Sébastien Lecornu justifie le maintien de cette contribution exceptionnelle par un contexte budgétaire beaucoup plus tendu et des "dépenses" que le gouvernement n'a "pas choisies" : la prolongation des aides ciblées pour compenser la hausse des prix des carburants, du fait d'une guerre au Moyen-Orient qui s'enlise, et un soutien de plus d'un milliard d'euros aux agriculteurs du fait des canicules et de la sécheresse.
Par ce geste, dont les contours ne sont pas encore connus, le Premier ministre tente de préserver la politique de l'offre chère à Emmanuel Macron, qui a beaucoup aidé les entreprises depuis son arrivée à l'Elysée.
"Vous avez besoin de visibilité. La France, elle, a besoin de croissance. Les deux vont ensemble", fait valoir Sébastien Lecornu en soulignant que la croissance "viendra" des investissements, des entreprises, des emplois qu'elles créeront, ou des jeunes qu'elles formeront.

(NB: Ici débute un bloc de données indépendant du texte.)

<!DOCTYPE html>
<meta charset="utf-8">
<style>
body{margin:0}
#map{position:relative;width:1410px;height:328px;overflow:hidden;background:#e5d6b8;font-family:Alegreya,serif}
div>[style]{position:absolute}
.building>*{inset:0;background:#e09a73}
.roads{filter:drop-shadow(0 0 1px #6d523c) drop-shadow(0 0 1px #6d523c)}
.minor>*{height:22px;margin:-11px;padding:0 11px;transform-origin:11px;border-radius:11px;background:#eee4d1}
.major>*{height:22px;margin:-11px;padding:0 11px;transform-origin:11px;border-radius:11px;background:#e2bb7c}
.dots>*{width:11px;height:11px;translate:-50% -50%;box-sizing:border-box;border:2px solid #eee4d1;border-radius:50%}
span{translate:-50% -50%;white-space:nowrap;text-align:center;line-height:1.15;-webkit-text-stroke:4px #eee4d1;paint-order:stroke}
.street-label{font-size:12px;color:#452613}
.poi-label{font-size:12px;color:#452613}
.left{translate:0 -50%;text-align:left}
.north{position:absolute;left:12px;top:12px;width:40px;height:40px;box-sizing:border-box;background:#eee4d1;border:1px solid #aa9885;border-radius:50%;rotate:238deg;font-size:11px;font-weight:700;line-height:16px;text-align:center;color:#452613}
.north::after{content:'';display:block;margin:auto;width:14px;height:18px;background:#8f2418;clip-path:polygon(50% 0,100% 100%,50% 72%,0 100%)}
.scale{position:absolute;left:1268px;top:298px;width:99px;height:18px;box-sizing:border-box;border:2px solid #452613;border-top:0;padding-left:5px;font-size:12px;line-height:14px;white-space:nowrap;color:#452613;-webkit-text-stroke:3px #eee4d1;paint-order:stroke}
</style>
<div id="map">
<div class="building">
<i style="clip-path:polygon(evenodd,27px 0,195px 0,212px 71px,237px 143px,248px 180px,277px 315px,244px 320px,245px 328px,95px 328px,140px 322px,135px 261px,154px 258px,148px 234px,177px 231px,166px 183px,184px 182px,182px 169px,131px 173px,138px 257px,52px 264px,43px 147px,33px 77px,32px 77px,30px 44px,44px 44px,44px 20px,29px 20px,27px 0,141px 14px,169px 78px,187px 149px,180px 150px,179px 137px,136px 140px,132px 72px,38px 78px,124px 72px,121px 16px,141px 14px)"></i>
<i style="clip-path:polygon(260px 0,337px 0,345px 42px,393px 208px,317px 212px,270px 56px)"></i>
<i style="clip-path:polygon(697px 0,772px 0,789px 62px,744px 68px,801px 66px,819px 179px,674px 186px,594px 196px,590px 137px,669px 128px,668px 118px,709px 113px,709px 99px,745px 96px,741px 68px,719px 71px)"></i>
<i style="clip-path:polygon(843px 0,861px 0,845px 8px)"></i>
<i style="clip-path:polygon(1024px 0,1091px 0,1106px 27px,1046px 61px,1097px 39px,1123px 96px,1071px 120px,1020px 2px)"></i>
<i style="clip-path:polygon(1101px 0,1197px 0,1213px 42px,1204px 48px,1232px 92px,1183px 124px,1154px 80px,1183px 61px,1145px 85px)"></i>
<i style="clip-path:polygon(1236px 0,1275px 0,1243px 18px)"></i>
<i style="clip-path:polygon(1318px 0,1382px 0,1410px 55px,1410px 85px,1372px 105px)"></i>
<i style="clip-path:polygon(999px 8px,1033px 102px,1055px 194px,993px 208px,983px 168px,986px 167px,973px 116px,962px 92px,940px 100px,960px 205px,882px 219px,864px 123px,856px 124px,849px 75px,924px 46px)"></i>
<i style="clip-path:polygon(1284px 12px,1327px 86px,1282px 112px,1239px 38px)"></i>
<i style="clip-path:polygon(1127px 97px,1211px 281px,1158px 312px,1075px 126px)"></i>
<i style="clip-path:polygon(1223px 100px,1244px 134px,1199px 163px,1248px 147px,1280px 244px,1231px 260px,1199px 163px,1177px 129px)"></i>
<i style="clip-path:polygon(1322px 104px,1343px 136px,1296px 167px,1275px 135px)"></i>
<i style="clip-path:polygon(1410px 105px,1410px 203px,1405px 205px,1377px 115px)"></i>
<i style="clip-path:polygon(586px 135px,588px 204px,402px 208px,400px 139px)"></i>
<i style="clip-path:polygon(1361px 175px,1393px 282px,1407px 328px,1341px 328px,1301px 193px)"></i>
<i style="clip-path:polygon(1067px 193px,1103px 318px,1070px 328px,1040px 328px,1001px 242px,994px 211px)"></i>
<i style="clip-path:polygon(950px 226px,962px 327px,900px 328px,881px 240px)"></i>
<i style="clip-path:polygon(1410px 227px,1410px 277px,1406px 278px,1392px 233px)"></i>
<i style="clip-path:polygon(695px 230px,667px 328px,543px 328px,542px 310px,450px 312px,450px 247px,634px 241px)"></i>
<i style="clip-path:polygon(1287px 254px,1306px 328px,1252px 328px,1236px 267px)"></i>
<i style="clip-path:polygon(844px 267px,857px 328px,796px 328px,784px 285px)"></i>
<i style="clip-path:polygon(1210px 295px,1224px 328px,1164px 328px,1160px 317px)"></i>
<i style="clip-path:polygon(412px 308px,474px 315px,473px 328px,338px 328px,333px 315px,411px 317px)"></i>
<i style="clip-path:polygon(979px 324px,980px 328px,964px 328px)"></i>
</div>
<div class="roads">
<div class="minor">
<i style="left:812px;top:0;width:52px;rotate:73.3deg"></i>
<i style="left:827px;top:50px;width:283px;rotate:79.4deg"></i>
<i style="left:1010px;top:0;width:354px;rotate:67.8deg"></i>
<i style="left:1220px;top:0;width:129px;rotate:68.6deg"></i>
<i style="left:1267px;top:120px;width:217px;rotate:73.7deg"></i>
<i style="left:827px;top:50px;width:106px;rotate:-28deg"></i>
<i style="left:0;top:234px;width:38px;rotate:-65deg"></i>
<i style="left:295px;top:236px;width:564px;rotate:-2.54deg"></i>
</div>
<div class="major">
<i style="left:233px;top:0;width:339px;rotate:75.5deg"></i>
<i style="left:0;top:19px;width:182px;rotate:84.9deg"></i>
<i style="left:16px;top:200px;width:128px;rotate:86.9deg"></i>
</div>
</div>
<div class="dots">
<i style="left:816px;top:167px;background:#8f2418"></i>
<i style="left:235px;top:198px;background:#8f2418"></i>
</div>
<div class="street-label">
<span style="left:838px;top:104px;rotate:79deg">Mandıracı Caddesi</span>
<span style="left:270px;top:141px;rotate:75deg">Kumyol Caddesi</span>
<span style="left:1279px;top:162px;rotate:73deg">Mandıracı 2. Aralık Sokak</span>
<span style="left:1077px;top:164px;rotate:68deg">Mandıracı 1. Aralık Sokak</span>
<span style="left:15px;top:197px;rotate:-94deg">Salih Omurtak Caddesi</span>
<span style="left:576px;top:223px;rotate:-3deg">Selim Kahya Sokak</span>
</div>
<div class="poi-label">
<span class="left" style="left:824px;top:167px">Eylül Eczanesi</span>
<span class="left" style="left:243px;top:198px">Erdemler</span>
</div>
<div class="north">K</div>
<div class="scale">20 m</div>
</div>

Pour faciliter la transmission des entreprises, il confirme aussi, toujours dans le budget 2027, le maintien du pacte Dutreil sur la transmission des sociétés familiales, et la création d'un "pacte Papin" (du nom du ministre des PME Serge Papin) pour celles aux salariés.
- "Chantage" -
Sur l'apprentissage, "l'une des grandes réussites des deux quinquennats" d'Emmanuel Macron souligne Sébastien Lecornu, "le temps est désormais à la stabilité" : le gouvernement ne touchera ni au financement des Centres de formation des apprentis (CFA) ni aux aides à l'embauche des apprentis, qui seront "sanctuarisées".
Le Premier ministre évoque toutefois la possibilité de "revoir" les aides aux entreprises lorsqu'elles n'ont "plus d'efficacité" ou se transforment "en effet d'aubaine".

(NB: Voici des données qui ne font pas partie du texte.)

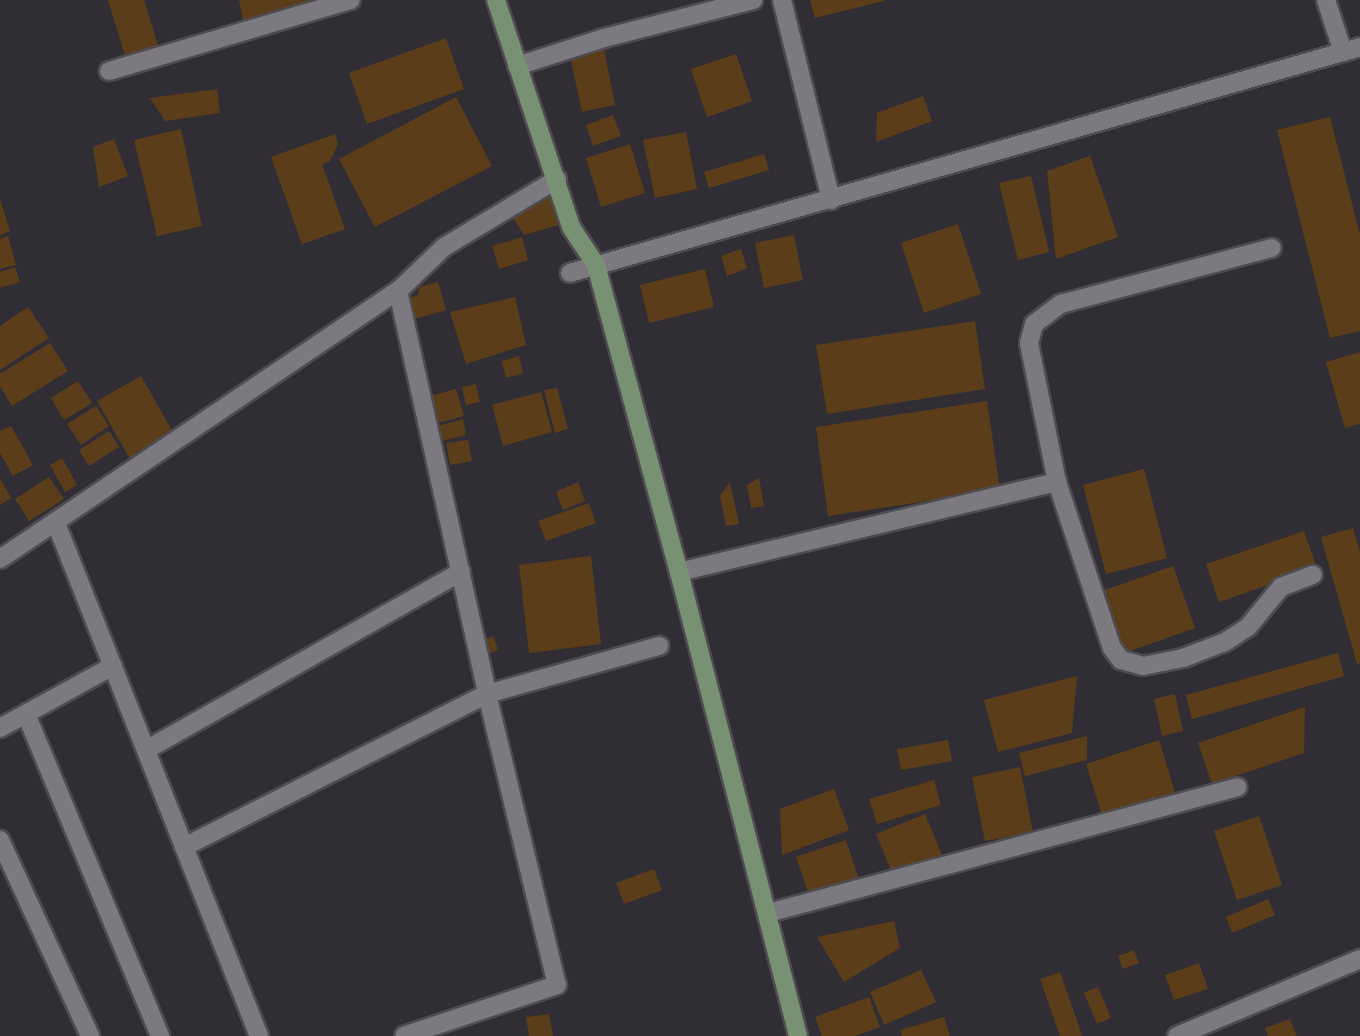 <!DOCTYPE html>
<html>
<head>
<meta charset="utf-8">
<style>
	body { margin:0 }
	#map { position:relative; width:1360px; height:1036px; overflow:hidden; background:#302e34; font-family:Spectral,serif }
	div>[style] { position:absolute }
	.building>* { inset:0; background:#5c3d1a }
	.roads { filter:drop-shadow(2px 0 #4e4c51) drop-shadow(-2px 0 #4e4c51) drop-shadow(0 2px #4e4c51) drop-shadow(0 -2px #4e4c51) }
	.minor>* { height:18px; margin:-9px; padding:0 9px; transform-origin:9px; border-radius:9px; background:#7c7980 }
	.major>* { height:18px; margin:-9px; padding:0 9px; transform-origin:9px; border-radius:9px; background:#789172 }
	span { translate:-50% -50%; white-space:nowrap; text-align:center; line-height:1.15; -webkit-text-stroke:6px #302e34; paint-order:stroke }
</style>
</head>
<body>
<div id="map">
	<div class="building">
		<div style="clip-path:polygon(108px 0,144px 0,160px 51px,127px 62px)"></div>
		<div style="clip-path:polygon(239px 0,333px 0,244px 24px)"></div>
		<div style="clip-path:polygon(810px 0,884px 0,884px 1px,815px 18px)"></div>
		<div style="clip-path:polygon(446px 38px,464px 89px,367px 124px,349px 73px)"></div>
		<div style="clip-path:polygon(604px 49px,615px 105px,582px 112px,570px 56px)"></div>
		<div style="clip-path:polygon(736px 54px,752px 101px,707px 117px,691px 69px)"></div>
		<div style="clip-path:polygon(217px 89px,220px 113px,165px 121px,150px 98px)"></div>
		<div style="clip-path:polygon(923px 96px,932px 121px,876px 142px,877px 113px)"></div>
		<div style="clip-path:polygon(456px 97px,492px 166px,375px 227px,339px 159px)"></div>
		<div style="clip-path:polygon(613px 115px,621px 136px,593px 146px,586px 125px)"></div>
		<div style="clip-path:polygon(1330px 117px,1360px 235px,1360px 331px,1330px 338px,1277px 130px)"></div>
		<div style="clip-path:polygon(181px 129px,202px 226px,157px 236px,134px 140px)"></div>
		<div style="clip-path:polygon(686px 132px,697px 189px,655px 198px,643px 140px)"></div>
		<div style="clip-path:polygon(335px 134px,338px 144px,330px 161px,322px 164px,345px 229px,302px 244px,271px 157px)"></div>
		<div style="clip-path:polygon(114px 139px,128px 176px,99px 187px,93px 147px)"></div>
		<div style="clip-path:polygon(630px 144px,645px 193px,601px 207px,586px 158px)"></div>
		<div style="clip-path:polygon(764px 154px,769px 170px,709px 188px,704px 172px)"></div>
		<div style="clip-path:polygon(1090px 156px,1118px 237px,1056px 259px,1047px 171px)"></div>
		<div style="clip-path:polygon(1031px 176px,1049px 252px,1018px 260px,999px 183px)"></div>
		<div style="clip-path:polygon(554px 196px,562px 224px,524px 235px,508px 210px)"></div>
		<div style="clip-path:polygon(0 199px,10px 231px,0 235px)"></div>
		<div style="clip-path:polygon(958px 224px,981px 294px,924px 313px,901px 243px)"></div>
		<div style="clip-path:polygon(794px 235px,803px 280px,764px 288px,755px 243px)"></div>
		<div style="clip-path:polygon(8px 236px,16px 265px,0 269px,0 239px)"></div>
		<div style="clip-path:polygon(522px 237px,528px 260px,499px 269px,492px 246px)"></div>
		<div style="clip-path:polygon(741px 249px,747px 268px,727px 276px,721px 256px)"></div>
		<div style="clip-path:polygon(15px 267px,20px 282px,0 288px,0 272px)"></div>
		<div style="clip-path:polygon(705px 269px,714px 307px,649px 323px,640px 285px)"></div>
		<div style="clip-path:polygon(438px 282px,446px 310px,414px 319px,409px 298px,418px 295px,419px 287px)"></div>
		<div style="clip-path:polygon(515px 297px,526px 345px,466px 364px,450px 312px)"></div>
		<div style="clip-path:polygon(28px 307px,49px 338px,0 370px,0 326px)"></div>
		<div style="clip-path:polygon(975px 321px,985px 389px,827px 414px,816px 345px)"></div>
		<div style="clip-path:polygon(50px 343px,68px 371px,12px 406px,0 386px,0 374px)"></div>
		<div style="clip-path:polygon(1360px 352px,1360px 424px,1345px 428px,1326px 362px)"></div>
		<div style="clip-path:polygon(519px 356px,523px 373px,506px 378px,502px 361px)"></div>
		<div style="clip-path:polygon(141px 376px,174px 434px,130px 459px,97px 401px)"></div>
		<div style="clip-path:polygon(78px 381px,92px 403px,64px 420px,51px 398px)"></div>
		<div style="clip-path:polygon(476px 384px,480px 402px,466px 405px,462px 387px)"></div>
		<div style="clip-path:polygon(557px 388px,568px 429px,555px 433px,544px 390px)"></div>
		<div style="clip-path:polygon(456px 389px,464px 416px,438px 423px,430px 396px)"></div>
		<div style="clip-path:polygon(541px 392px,552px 432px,503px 446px,492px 405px)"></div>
		<div style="clip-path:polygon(987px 401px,1000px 490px,828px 516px,816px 427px)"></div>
		<div style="clip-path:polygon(96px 406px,109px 426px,81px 445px,67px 424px)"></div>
		<div style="clip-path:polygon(463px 419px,466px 435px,438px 442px,438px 426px)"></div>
		<div style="clip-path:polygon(11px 426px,33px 465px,13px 476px,0 453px,0 431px)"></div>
		<div style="clip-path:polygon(109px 431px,119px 447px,89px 466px,79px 450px)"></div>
		<div style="clip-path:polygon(468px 440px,472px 461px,450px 465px,446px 443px)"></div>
		<div style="clip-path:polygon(62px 458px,77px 485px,65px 492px,50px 465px)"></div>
		<div style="clip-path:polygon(1144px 469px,1167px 558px,1106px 574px,1083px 485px)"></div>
		<div style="clip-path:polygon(49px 477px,64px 499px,29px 521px,15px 499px)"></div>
		<div style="clip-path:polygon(0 478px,11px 498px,0 505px)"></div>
		<div style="clip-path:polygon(759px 478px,764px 506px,751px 508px,747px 485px)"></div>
		<div style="clip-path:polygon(578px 482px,585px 501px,563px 510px,556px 492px)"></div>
		<div style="clip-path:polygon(730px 482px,739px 524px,726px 526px,720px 496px)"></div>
		<div style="clip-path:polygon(589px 503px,596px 523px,546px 541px,538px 521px)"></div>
		<div style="clip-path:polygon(1353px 528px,1360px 552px,1360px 663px,1357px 664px,1321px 537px)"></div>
		<div style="clip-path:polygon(1304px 531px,1317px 568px,1219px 602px,1206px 564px)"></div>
		<div style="clip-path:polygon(591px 556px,601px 644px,529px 653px,519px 565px)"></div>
		<div style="clip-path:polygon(1173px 566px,1195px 628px,1124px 653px,1102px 591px)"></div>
		<div style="clip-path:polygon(493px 636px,498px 650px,486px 655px,484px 640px)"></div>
		<div style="clip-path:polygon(1338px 653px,1344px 676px,1192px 719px,1186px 695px)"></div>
		<div style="clip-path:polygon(1077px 676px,1072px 733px,998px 752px,984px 700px)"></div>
		<div style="clip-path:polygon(1175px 694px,1183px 731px,1162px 736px,1154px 699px)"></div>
		<div style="clip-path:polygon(1305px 707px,1304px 753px,1212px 784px,1198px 743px)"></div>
		<div style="clip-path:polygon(1087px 736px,1087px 760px,1025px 776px,1019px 753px)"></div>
		<div style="clip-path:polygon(948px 740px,952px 761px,901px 770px,897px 749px)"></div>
		<div style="clip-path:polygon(1159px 740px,1175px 792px,1102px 815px,1086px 764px)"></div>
		<div style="clip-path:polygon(1020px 767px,1033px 832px,985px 841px,972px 777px)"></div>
		<div style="clip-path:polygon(934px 780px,941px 805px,877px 824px,869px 799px)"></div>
		<div style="clip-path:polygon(834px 789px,849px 830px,782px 855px,780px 809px)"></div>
		<div style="clip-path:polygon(925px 814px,943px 857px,894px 877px,876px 834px)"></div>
		<div style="clip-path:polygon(1259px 816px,1282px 885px,1237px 900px,1214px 831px)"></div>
		<div style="clip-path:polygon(846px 840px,860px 883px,811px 900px,796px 857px)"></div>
		<div style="clip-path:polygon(654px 869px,662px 890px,624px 904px,616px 883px)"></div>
		<div style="clip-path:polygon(1268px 899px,1275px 915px,1232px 933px,1226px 917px)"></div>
		<div style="clip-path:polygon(894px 921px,900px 948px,844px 982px,817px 937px)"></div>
		<div style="clip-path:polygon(1134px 950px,1139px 963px,1123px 969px,1118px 956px)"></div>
		<div style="clip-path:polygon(1199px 963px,1208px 989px,1174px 1000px,1165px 975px)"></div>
		<div style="clip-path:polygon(921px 970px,936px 1002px,884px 1025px,870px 992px)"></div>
		<div style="clip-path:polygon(1060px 972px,1082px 1035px,1079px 1036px,1060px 1036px,1040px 979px)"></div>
		<div style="clip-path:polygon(1098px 987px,1111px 1018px,1097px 1024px,1084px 993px)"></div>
		<div style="clip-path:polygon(869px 997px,880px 1027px,855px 1036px,822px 1036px,815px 1017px)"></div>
		<div style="clip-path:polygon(549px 1014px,553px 1036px,529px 1036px,526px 1017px)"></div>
		<div style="clip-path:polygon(944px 1017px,950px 1036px,902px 1036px,900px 1030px)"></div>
		<div style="clip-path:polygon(1290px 1019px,1297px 1036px,1268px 1036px,1265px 1028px)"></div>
	</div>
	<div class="roads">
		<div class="minor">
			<div style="left:782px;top:0;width:206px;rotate:76.2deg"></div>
			<div style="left:1326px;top:0;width:55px;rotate:71.9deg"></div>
			<div style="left:517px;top:66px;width:91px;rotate:-17.8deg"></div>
			<div style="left:604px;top:38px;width:154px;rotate:-14.3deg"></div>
			<div style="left:109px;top:71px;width:252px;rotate:-16.4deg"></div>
			<div style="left:570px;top:273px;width:822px;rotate:-15.96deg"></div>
			<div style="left:398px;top:291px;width:413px;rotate:77.5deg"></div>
			<div style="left:487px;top:694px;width:299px;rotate:76.5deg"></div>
			<div style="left:557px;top:985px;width:161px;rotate:161.6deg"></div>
			<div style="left:1057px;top:482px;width:175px;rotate:71.7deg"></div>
			<div style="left:1112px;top:648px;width:15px;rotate:53deg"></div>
			<div style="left:1121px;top:660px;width:23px;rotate:15deg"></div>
			<div style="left:1143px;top:666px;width:41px;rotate:-11.3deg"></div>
			<div style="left:1183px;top:658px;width:45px;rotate:-20.9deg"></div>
			<div style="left:1225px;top:642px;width:27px;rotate:-33deg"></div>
			<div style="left:1248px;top:627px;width:52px;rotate:-50.5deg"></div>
			<div style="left:1281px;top:587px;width:34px;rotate:-21deg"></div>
			<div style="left:56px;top:523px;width:348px;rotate:68.4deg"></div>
			<div style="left:0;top:559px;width:480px;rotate:-34deg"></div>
			<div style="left:398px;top:291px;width:64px;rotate:-43.7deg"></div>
			<div style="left:444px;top:247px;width:132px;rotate:-31deg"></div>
			<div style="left:679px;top:572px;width:389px;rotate:-13.4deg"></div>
			<div style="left:1057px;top:482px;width:142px;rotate:-101.4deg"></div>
			<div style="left:1029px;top:343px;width:20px;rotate:-75deg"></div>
			<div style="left:1034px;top:324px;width:34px;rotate:-37deg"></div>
			<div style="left:1061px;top:304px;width:218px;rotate:-14.9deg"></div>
			<div style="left:26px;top:714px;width:349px;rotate:67.4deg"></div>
			<div style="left:0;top:728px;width:129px;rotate:-28.8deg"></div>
			<div style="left:146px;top:750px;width:362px;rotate:-29.5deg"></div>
			<div style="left:0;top:840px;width:216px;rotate:65.3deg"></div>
			<div style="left:768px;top:913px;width:486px;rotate:-15deg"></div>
			<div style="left:259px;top:1036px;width:203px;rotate:-111.6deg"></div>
			<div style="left:184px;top:847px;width:339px;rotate:-26.8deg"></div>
			<div style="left:487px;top:694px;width:179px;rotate:-15.6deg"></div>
			<div style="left:1177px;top:1036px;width:199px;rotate:-22.8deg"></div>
		</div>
		<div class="major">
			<div style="left:496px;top:0;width:239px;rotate:71.7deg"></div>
			<div style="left:571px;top:227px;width:45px;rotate:56.7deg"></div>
			<div style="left:596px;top:265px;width:318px;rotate:74.9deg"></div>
			<div style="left:679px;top:572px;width:479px;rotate:75.6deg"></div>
		</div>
	</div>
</div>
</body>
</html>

Mais il rappelle que le budget pour 2027 reposera "d'abord sur la stabilité fiscale" sans "impôt nouveau".
Le locataire de Matignon distille depuis la fin août les contours de son prochain budget et prépare les esprits à des "décisions difficiles", notamment dans la sphère sociale, alors que les oppositions le menacent déjà de censure.
Pour que l'Etat donne l'exemple, il envisage de réduire les indemnités de ses ministres, même si ce n'est "pas ça qui va réduire le déficit, la dette", a fait remarquer Gabriel Attal, candidat Renaissance à la présidentielle.
Le chef du gouvernement entend aussi freiner la hausse des dépenses sociales, avec une "réforme" des arrêts maladie, le déremboursement de certains médicaments et surtout une "désindexation" des retraites en dessous de l'inflation, à l'exception des petites pensions, une mesure qui divise.
Dans un courrier à Sébastien Lecornu daté de mercredi, la cheffe de file des députés LFI, Mathilde Panot, estime que la situation budgétaire "traduit le bilan accablant de dix années de politique de l'offre".
Elle l'accuse également de faire du "chantage à la dette", que le candidat de son parti Jean-Luc Mélenchon propose de "congeler" en partie, alors que l'exécutif évoque régulièrement l'éventualité d'une crise financière.